- [Task item] Will you extract the entries word for word? Images should not appear in the copy.

[Source records]
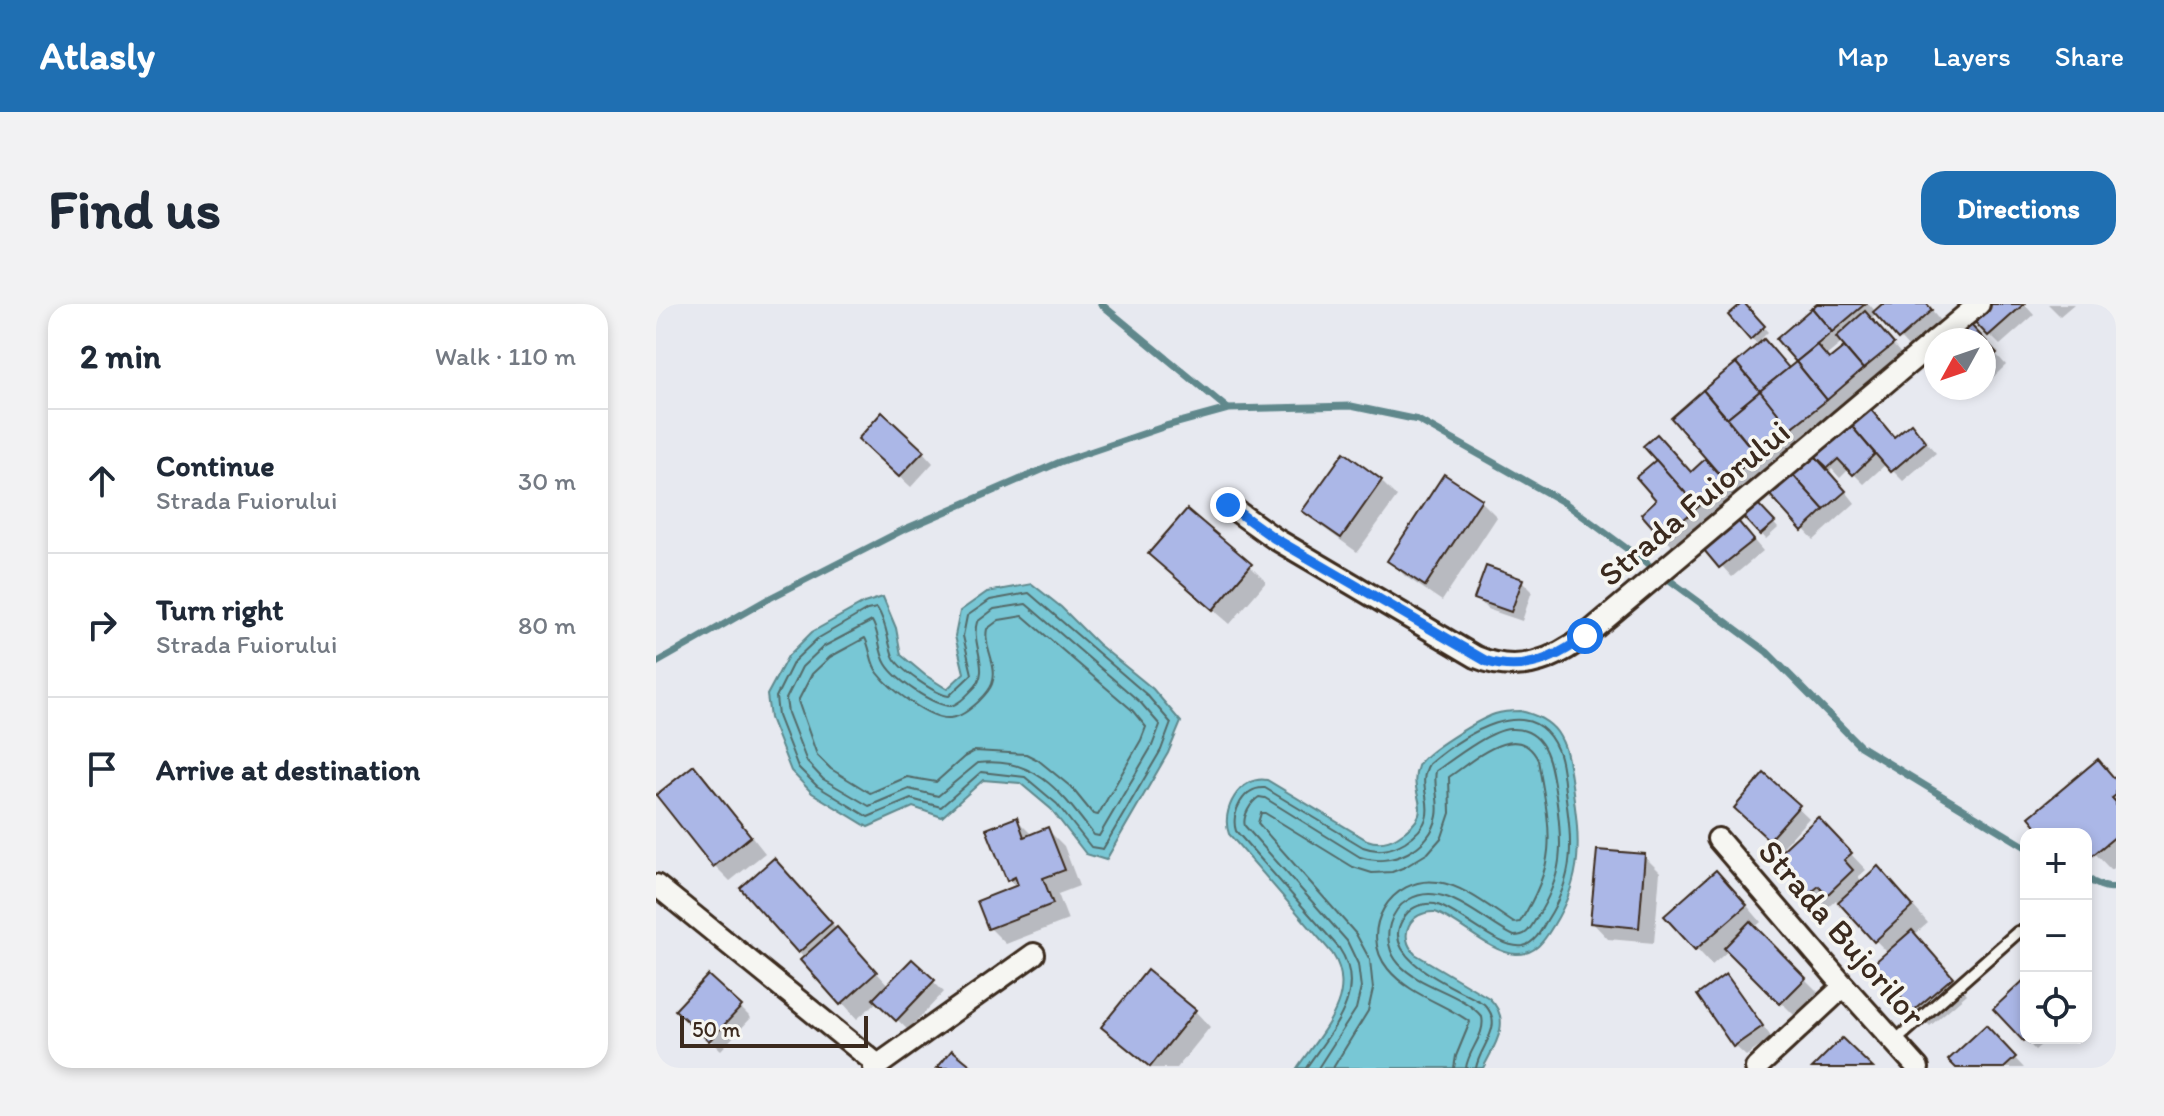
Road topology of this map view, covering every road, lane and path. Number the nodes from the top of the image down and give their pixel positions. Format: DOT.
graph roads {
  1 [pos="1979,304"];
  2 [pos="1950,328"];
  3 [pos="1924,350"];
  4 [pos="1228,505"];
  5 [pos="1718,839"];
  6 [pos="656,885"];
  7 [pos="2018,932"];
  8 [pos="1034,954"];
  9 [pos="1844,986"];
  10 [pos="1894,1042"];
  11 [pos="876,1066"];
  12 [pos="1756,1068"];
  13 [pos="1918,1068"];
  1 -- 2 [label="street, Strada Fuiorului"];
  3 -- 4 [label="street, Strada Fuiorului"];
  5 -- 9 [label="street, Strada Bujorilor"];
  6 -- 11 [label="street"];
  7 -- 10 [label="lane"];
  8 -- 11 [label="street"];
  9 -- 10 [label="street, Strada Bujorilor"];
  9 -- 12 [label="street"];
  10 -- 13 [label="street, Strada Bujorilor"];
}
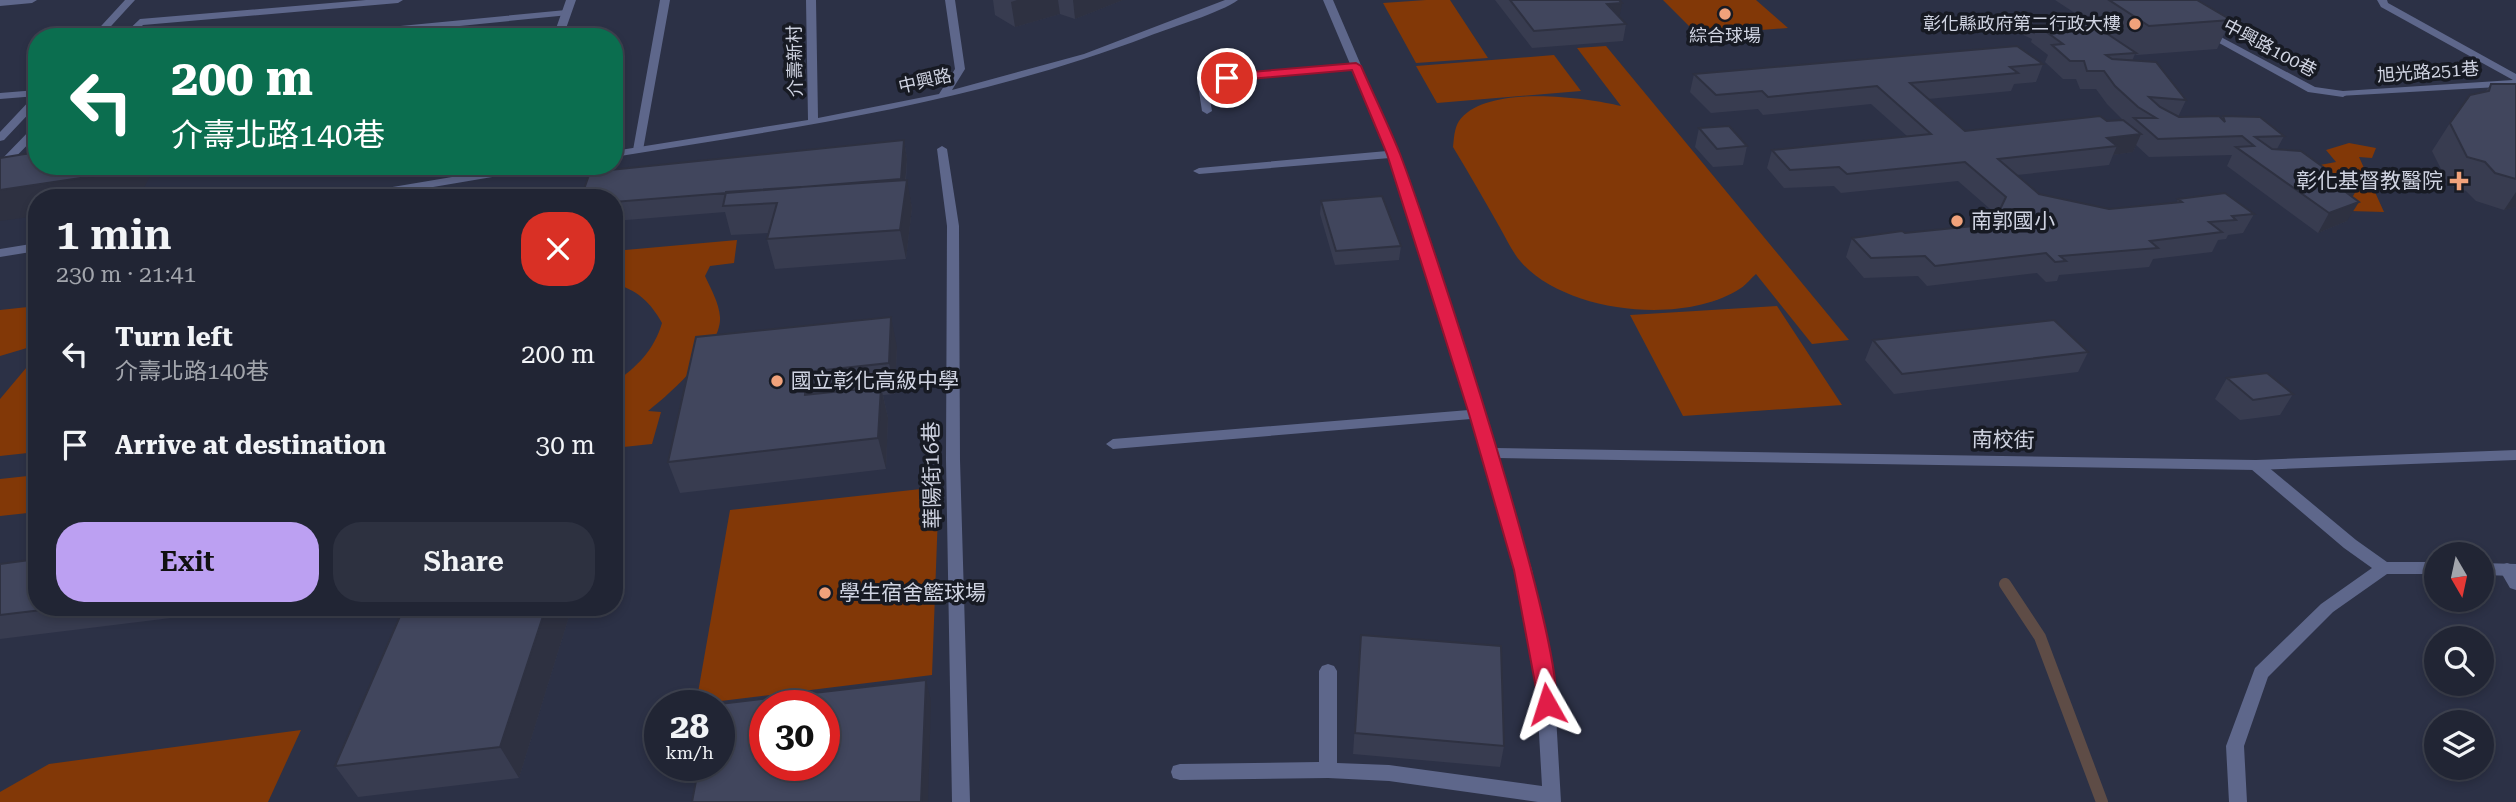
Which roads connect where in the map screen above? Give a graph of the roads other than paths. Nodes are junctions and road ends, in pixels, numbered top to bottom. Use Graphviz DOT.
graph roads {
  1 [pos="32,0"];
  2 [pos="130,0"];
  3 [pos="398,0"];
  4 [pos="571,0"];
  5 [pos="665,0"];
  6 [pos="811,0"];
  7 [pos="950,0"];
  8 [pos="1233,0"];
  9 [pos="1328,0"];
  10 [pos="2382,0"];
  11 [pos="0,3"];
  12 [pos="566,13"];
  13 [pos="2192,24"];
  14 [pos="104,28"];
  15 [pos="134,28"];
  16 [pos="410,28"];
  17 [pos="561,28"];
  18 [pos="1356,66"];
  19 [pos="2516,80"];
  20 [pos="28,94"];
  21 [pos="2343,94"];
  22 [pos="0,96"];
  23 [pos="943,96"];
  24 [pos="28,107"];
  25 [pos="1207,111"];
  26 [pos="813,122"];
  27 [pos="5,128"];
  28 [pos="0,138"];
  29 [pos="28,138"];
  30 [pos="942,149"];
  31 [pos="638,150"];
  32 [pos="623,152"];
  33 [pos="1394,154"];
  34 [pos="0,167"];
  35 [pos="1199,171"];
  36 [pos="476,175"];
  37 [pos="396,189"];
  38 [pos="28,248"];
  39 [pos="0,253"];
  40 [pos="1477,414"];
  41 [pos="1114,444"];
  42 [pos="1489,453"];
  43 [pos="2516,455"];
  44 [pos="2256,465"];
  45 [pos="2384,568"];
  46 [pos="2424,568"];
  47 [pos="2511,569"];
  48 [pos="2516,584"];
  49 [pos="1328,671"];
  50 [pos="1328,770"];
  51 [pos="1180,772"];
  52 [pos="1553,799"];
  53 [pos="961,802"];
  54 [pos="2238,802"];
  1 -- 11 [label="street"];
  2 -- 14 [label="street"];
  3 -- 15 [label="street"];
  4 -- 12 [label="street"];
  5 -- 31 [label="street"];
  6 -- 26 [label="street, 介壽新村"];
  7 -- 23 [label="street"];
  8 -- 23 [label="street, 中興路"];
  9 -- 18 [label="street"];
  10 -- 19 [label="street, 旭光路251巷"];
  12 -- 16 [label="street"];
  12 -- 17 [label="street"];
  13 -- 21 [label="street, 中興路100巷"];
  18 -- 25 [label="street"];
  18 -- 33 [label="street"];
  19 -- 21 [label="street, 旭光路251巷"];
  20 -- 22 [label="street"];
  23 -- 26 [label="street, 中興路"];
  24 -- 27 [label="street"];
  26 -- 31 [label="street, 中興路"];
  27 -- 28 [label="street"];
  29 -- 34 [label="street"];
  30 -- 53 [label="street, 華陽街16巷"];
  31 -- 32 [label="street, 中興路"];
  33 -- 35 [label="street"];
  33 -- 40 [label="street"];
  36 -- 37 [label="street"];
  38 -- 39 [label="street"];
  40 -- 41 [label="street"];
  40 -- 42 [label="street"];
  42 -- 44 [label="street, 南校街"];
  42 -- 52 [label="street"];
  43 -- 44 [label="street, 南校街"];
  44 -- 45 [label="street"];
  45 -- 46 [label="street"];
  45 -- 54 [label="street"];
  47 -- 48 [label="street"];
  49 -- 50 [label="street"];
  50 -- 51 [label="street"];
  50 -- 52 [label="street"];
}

- [Result below]
Road topology of this map view, covering every road, lane and path. Number the nodes from the top of the image down and give their pixel positions. Format: DOT.
graph roads {
  1 [pos="1979,304"];
  2 [pos="1950,328"];
  3 [pos="1924,350"];
  4 [pos="1228,505"];
  5 [pos="1718,839"];
  6 [pos="656,885"];
  7 [pos="2018,932"];
  8 [pos="1034,954"];
  9 [pos="1844,986"];
  10 [pos="1894,1042"];
  11 [pos="876,1066"];
  12 [pos="1756,1068"];
  13 [pos="1918,1068"];
  1 -- 2 [label="street, Strada Fuiorului"];
  3 -- 4 [label="street, Strada Fuiorului"];
  5 -- 9 [label="street, Strada Bujorilor"];
  6 -- 11 [label="street"];
  7 -- 10 [label="lane"];
  8 -- 11 [label="street"];
  9 -- 10 [label="street, Strada Bujorilor"];
  9 -- 12 [label="street"];
  10 -- 13 [label="street, Strada Bujorilor"];
}
Which roads connect where in the map screen above? Give a graph of the roads other than paths. Nodes are junctions and road ends, in pixels, numbered top to bottom. Use Graphviz DOT.
graph roads {
  1 [pos="32,0"];
  2 [pos="130,0"];
  3 [pos="398,0"];
  4 [pos="571,0"];
  5 [pos="665,0"];
  6 [pos="811,0"];
  7 [pos="950,0"];
  8 [pos="1233,0"];
  9 [pos="1328,0"];
  10 [pos="2382,0"];
  11 [pos="0,3"];
  12 [pos="566,13"];
  13 [pos="2192,24"];
  14 [pos="104,28"];
  15 [pos="134,28"];
  16 [pos="410,28"];
  17 [pos="561,28"];
  18 [pos="1356,66"];
  19 [pos="2516,80"];
  20 [pos="28,94"];
  21 [pos="2343,94"];
  22 [pos="0,96"];
  23 [pos="943,96"];
  24 [pos="28,107"];
  25 [pos="1207,111"];
  26 [pos="813,122"];
  27 [pos="5,128"];
  28 [pos="0,138"];
  29 [pos="28,138"];
  30 [pos="942,149"];
  31 [pos="638,150"];
  32 [pos="623,152"];
  33 [pos="1394,154"];
  34 [pos="0,167"];
  35 [pos="1199,171"];
  36 [pos="476,175"];
  37 [pos="396,189"];
  38 [pos="28,248"];
  39 [pos="0,253"];
  40 [pos="1477,414"];
  41 [pos="1114,444"];
  42 [pos="1489,453"];
  43 [pos="2516,455"];
  44 [pos="2256,465"];
  45 [pos="2384,568"];
  46 [pos="2424,568"];
  47 [pos="2511,569"];
  48 [pos="2516,584"];
  49 [pos="1328,671"];
  50 [pos="1328,770"];
  51 [pos="1180,772"];
  52 [pos="1553,799"];
  53 [pos="961,802"];
  54 [pos="2238,802"];
  1 -- 11 [label="street"];
  2 -- 14 [label="street"];
  3 -- 15 [label="street"];
  4 -- 12 [label="street"];
  5 -- 31 [label="street"];
  6 -- 26 [label="street, 介壽新村"];
  7 -- 23 [label="street"];
  8 -- 23 [label="street, 中興路"];
  9 -- 18 [label="street"];
  10 -- 19 [label="street, 旭光路251巷"];
  12 -- 16 [label="street"];
  12 -- 17 [label="street"];
  13 -- 21 [label="street, 中興路100巷"];
  18 -- 25 [label="street"];
  18 -- 33 [label="street"];
  19 -- 21 [label="street, 旭光路251巷"];
  20 -- 22 [label="street"];
  23 -- 26 [label="street, 中興路"];
  24 -- 27 [label="street"];
  26 -- 31 [label="street, 中興路"];
  27 -- 28 [label="street"];
  29 -- 34 [label="street"];
  30 -- 53 [label="street, 華陽街16巷"];
  31 -- 32 [label="street, 中興路"];
  33 -- 35 [label="street"];
  33 -- 40 [label="street"];
  36 -- 37 [label="street"];
  38 -- 39 [label="street"];
  40 -- 41 [label="street"];
  40 -- 42 [label="street"];
  42 -- 44 [label="street, 南校街"];
  42 -- 52 [label="street"];
  43 -- 44 [label="street, 南校街"];
  44 -- 45 [label="street"];
  45 -- 46 [label="street"];
  45 -- 54 [label="street"];
  47 -- 48 [label="street"];
  49 -- 50 [label="street"];
  50 -- 51 [label="street"];
  50 -- 52 [label="street"];
}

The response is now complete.